Trzech zawodników i były oraz obecny szkoleniowiec ZAKSY zostali oszukani przez byłego kierownika drużyny Tomasza D. Miał on im pomagać w załatwianiu formalności i płatności w ZUS-ie. Tymczasem z kont pięciu panów wyparowało ok. 2,5 mln złotych. Prokuratora prowadzi postępowanie. Na razie nikomu nie zostały postawione zarzuty.

REKLAMA

Oszukani przez byłego kierownika ZAKSY Tomasza D. mieli zostać trzej gracze: Sam Deroo, Benjamin Toniutti i Kevin Tillie oraz trenerzy Andrea Gardini i Ferdinando De Giorgi. Jednak jak na razie zawiadomienie o możliwości popełnienia przestępstwa do prokuratury za pośrednictwem pełnomocnika zdecydowali się zgłosić Deroo i Toniutti. Zawiadomienie wpłynęło w grudniu do Prokuratury Rejonowej w Kędzierzynie-Koźlu, ta zgodnie przepisami przekazała ją Prokuraturze Okręgowej w Opolu. Postępowanie prowadzone jest w sprawie przywłaszczenia, za które grozi od roku do 10 lat pozbawienia wolności.

Siatkarze zaufali Tomaszowi D.

Jak wynika ze wstępnych ustaleń prokuratury, Tomasz D. całej piątce zaraz po przybyciu do ZAKSY miał zaoferować pomoc w załatwieniu formalności w urzędzie skarbowym i ZUS-ie. By wszystkie płatności terminowo wpływały do tych instytucji, otrzymał on pełnomocnictwa do kont graczy oraz trenerów. W toku postępowania ustalono, że ani zawodnicy, ani szkoleniowcy nie spisali z Tomaszem D. pisemnej umowy, a cała współpraca miała się opierać na umowie ustnej.
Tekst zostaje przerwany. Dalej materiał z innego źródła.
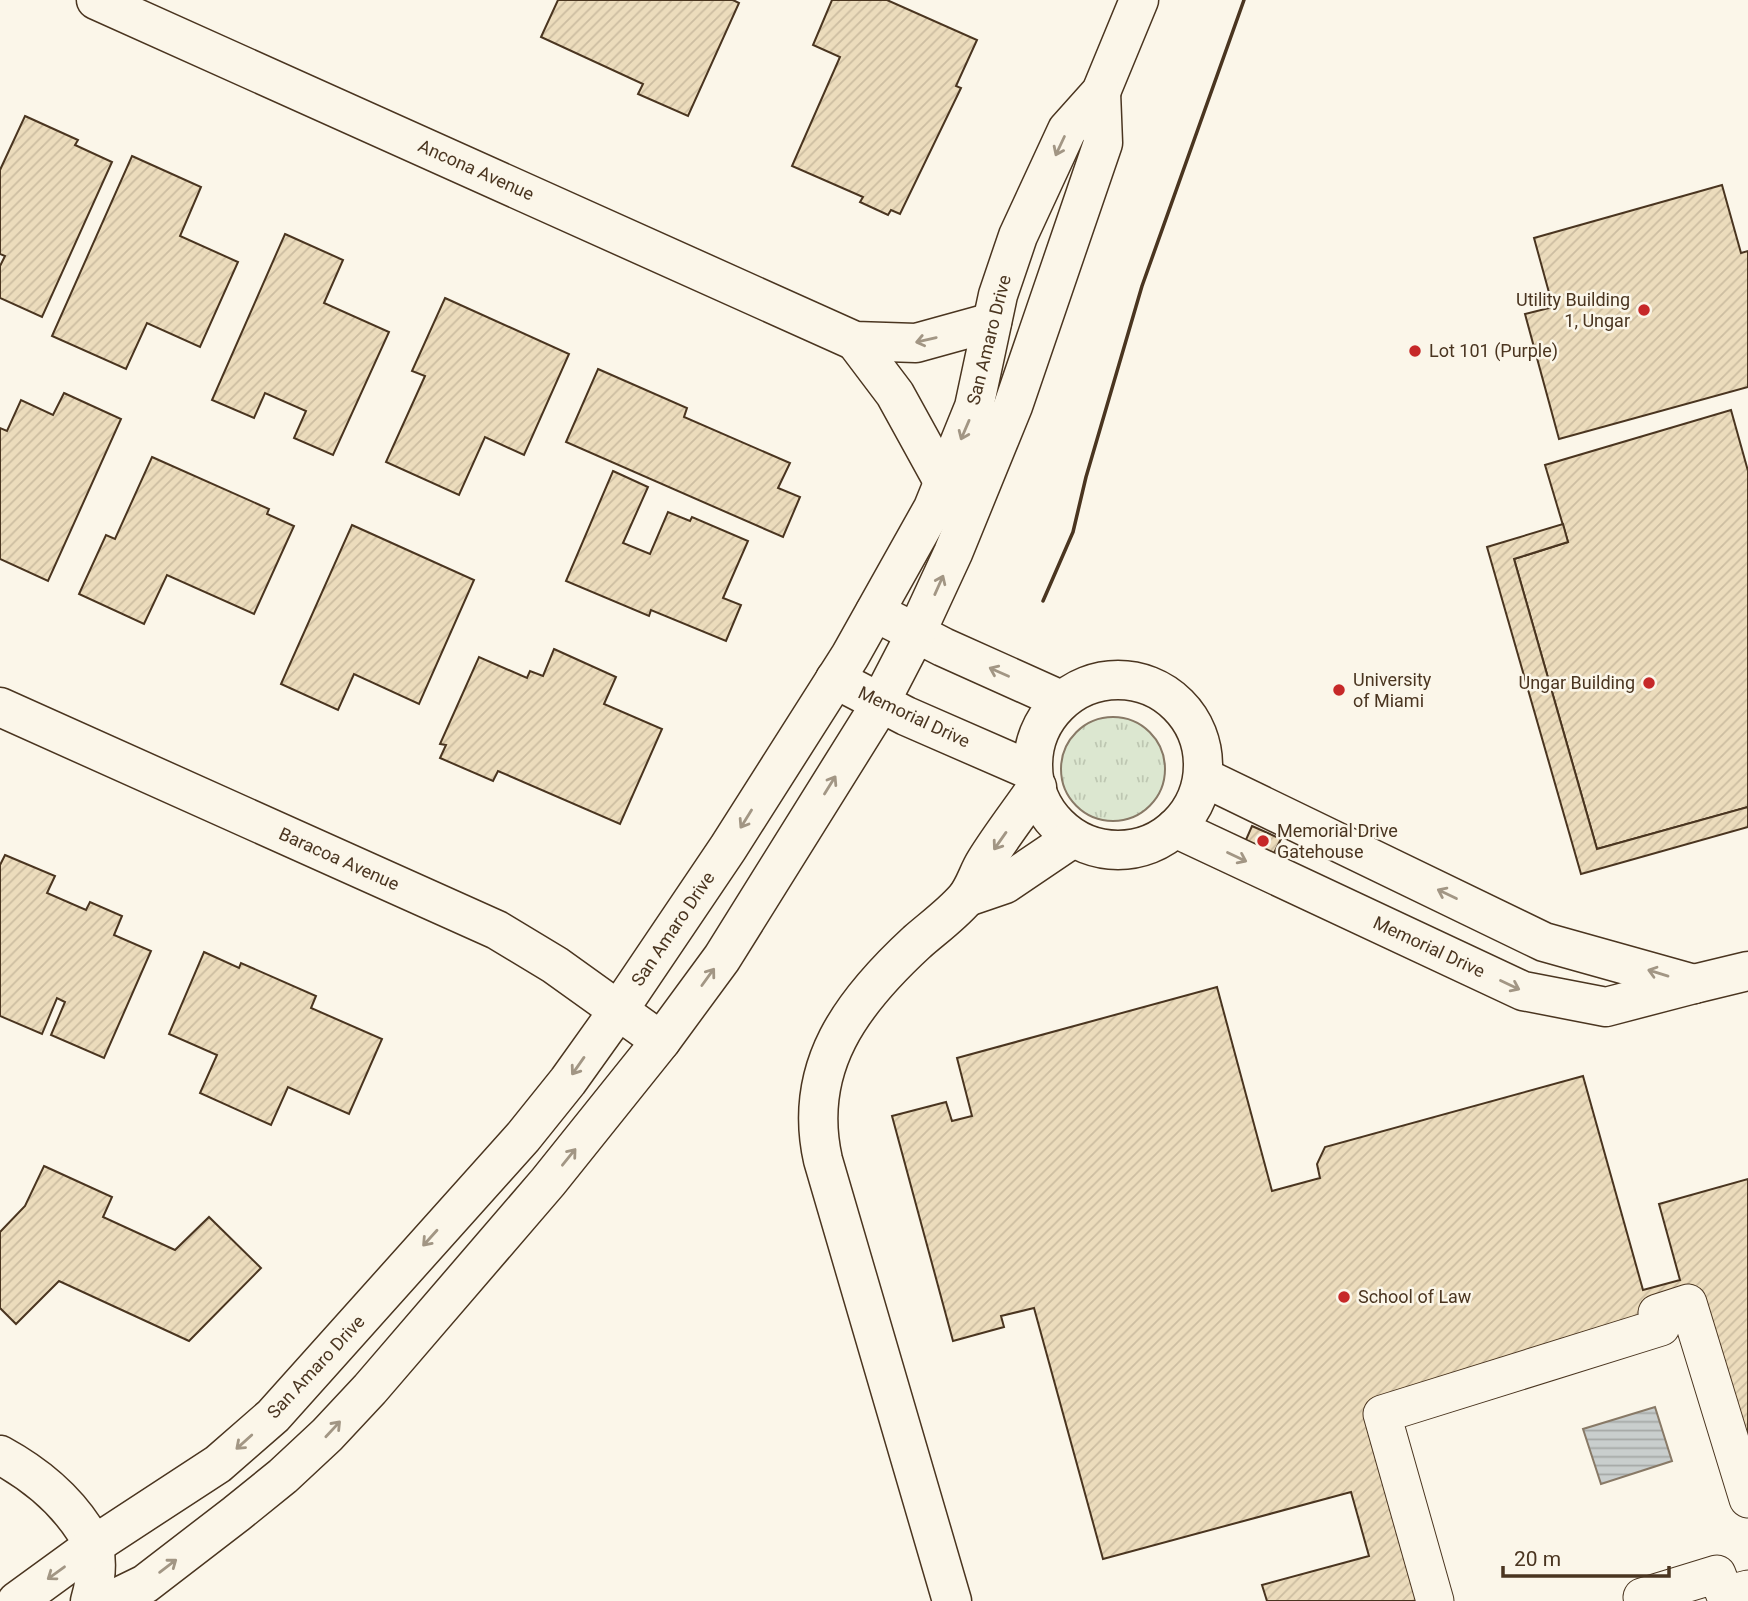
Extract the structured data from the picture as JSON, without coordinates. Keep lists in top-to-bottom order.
{
  "streets": {
    "street": [
      "Ancona Avenue",
      "San Amaro Drive",
      "Memorial Drive",
      "Baracoa Avenue"
    ]
  },
  "crossings": [
    ["Ancona Avenue", "San Amaro Drive"],
    ["San Amaro Drive", "Memorial Drive"],
    ["San Amaro Drive", "Baracoa Avenue"]
  ],
  "places": [
    "Utility Building 1, Ungar",
    "Lot 101 (Purple)",
    "Ungar Building",
    "University of Miami",
    "Memorial Drive Gatehouse",
    "School of Law"
  ],
  "scale_bar": "20 m"
}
To jest właśnie problem dostępności tego człowieka i zaufania jakim został obdarzony przez chłopaków. Ja przyznam się szczerze, nie miałem o tym zielonego pojęcia, że to zaufanie było aż tak duże. Dlatego trudno mi w tę całą sprawę uwierzyć. Niestety miała ona miejsce. Jest mi bardzo przykro z tego powodu. - mówił w rozmowie z reporterem RMF FM prezes ZAKSY Kędzierzyn-Koźle Sebastian Świderski.

Taka współpraca trwała od lipca 2015 roku do sierpnia 2018 roku. Cała piątka niczego nie podejrzewała, aż do momentu, gdy urząd skarbowy nie upomniał się o zaległe podatki. Wtedy zaczęły się problemy. Tomasz D. w ZAKSIE nie pracuje od zakończenia ubiegłego sezonu. Z klubem postanowił rozstać się dużo wcześniej.
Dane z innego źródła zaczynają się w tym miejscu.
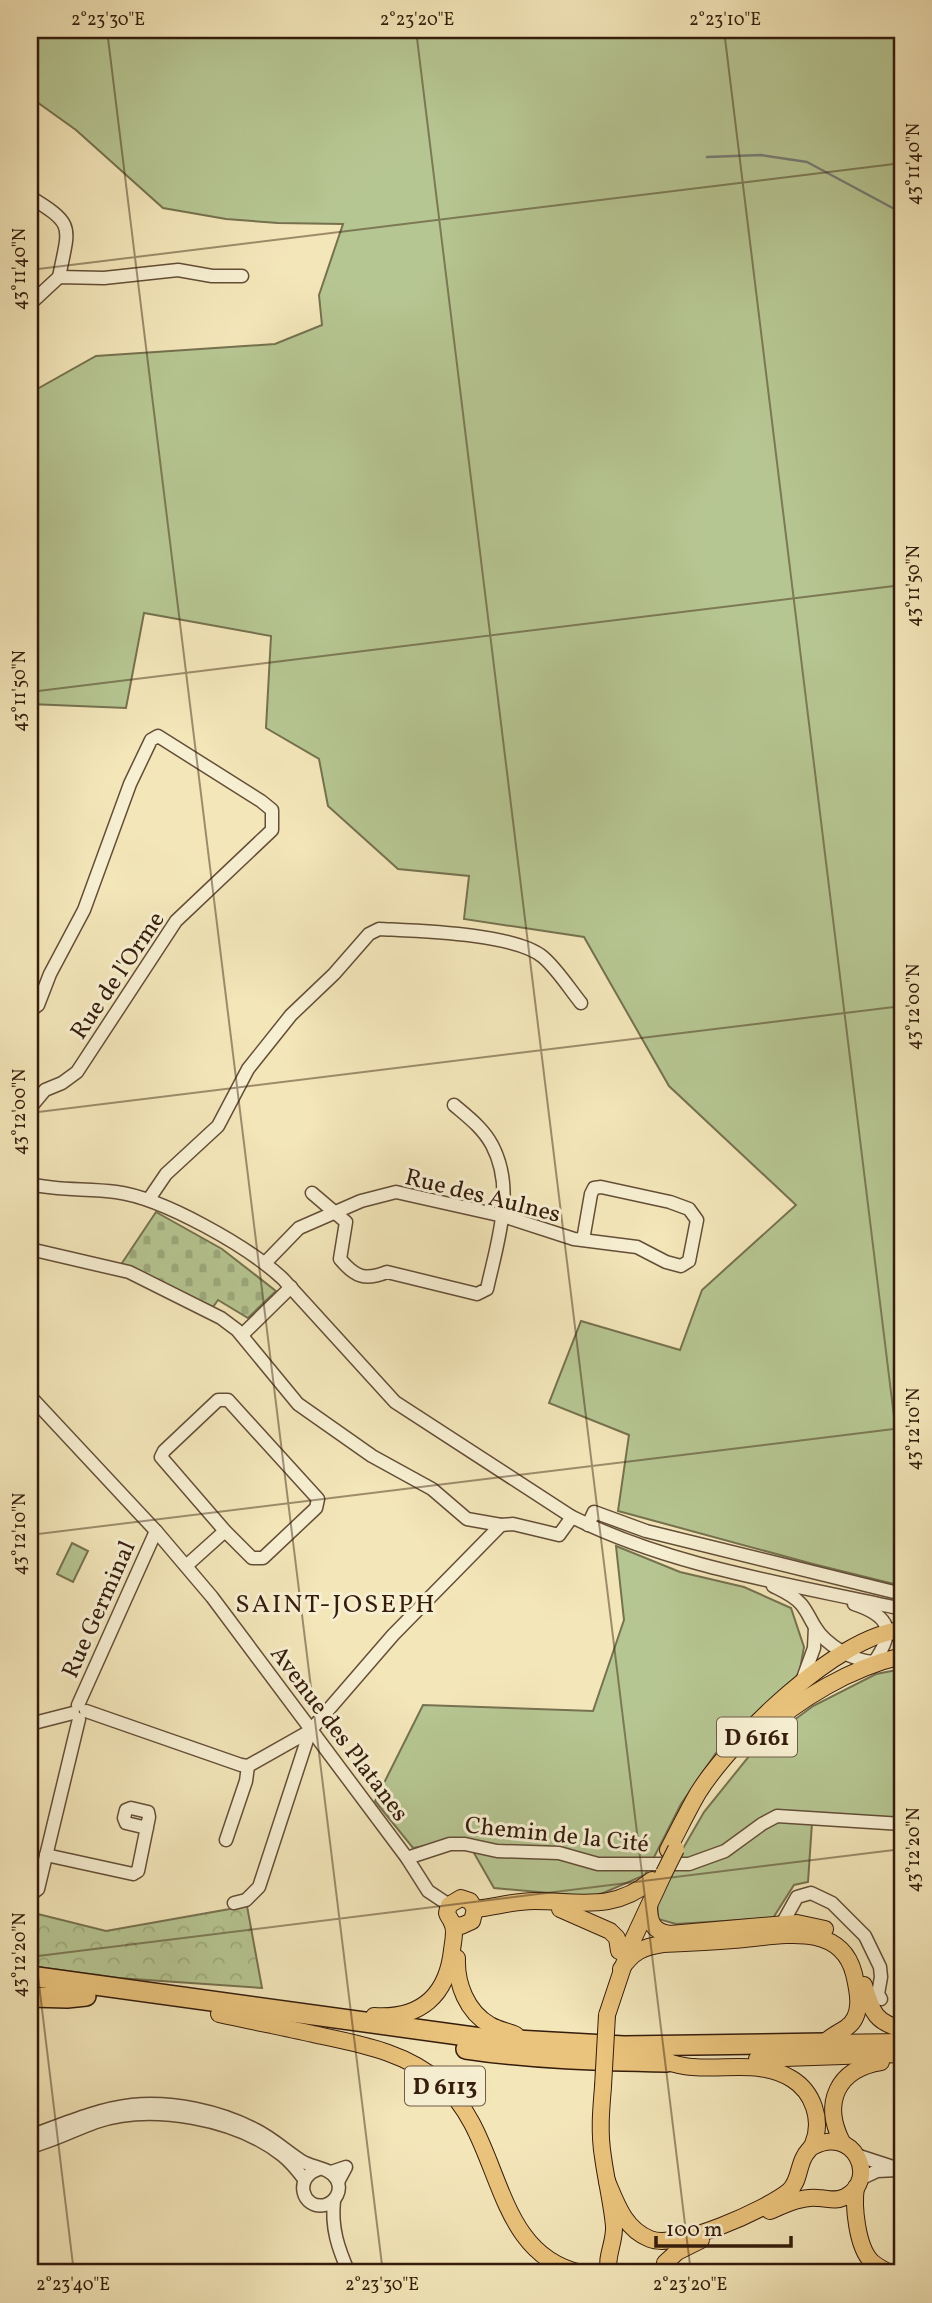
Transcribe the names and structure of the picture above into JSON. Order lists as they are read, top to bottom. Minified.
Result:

- Ja dowiedziałem się, że Tomasz D. rezygnuje z pracy w styczniu ubiegłego roku. Prosił tylko o dokończenie sezonu, ponieważ nie chciał zostawić klubu czy zawodników bez opieki. Właściwie dzień po zakończeniu sezonu, po ostatnim meczu ligowym zakończył swoją współpracę z ZAKSĄ. - mówi Świderski.

Gdzie jest Tomasz D.?

Gdy sprawa wyszła na jaw, zawodnicy i trenerzy mieli jeszcze kontakt z Tomaszem D. i jak udało się dowiedzieć reporterowi RMF FM, był on skłonny poddać się egzekucji pieniędzy. Jednak teraz z byłym kierownikiem drużyny nie ma już kontaktu.

Według ustaleń prokuratury Sam Deroo miał stracić 540 tysięcy złotych, a Benjamin Toniutti ok. 580 tysięcy. Pozostała trójka nie zdecydowała się zgłosić sprawy do prokuratury. Będą oni jednak dochodzić swoich roszczeń na drodze cywilnej.
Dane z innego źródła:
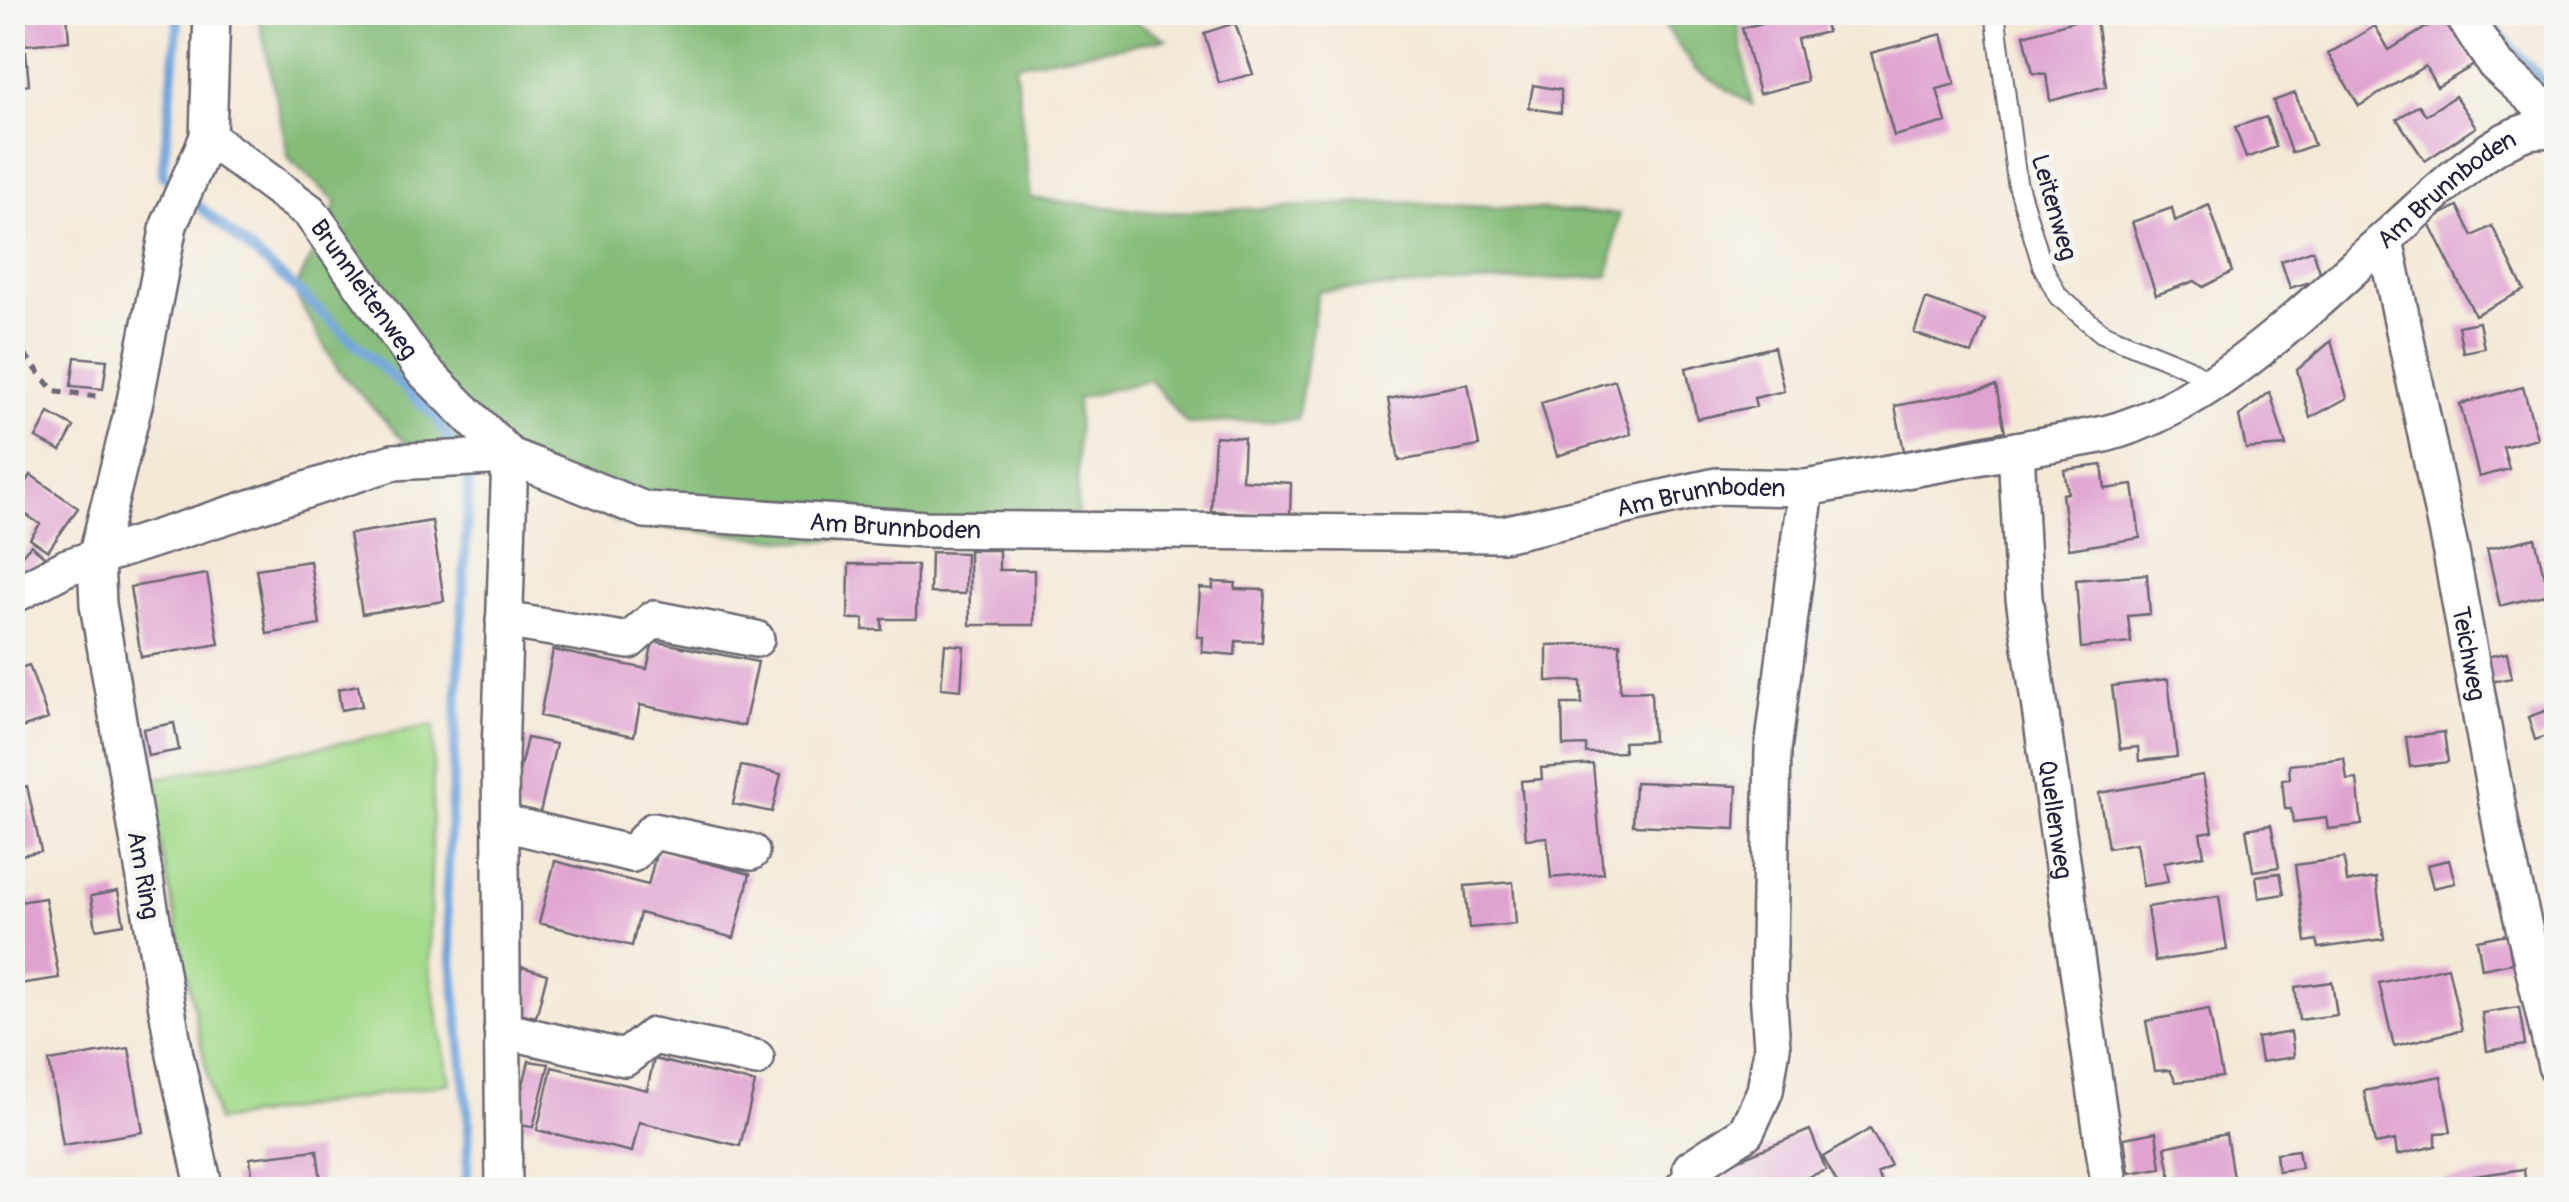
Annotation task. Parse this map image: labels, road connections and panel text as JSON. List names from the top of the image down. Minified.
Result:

Te osoby kontaktowały się i będą chciały odzyskać te pieniądze. Wszystkie, które miały być uiszczone na rzecz podatku VAT oraz podatku dochodowego od osób fizycznych - mówił reporterowi RMF FM Konrad Mikołajów radca prawny pełnomocnik zawodników i trenerów ZAKSY.

Co dalej?

Na razie w sprawie oszustwa zawodników i trenerów ZAKSY nikt nie usłyszał zarzutów. W przyszłym tygodniu prokuratura ma przesłuchać dwóch zawodników pokrzywdzonych w tej sprawie. Dodatkowo śledczy będą się też starali uzyskać dostęp do kont bankowych graczy tak, by dokładnie prześledzić transakcje wykonywane przez Tomasza D. i uzupełnić dokumentację sprawy. Wtedy możliwe będzie postawienie zarzutów.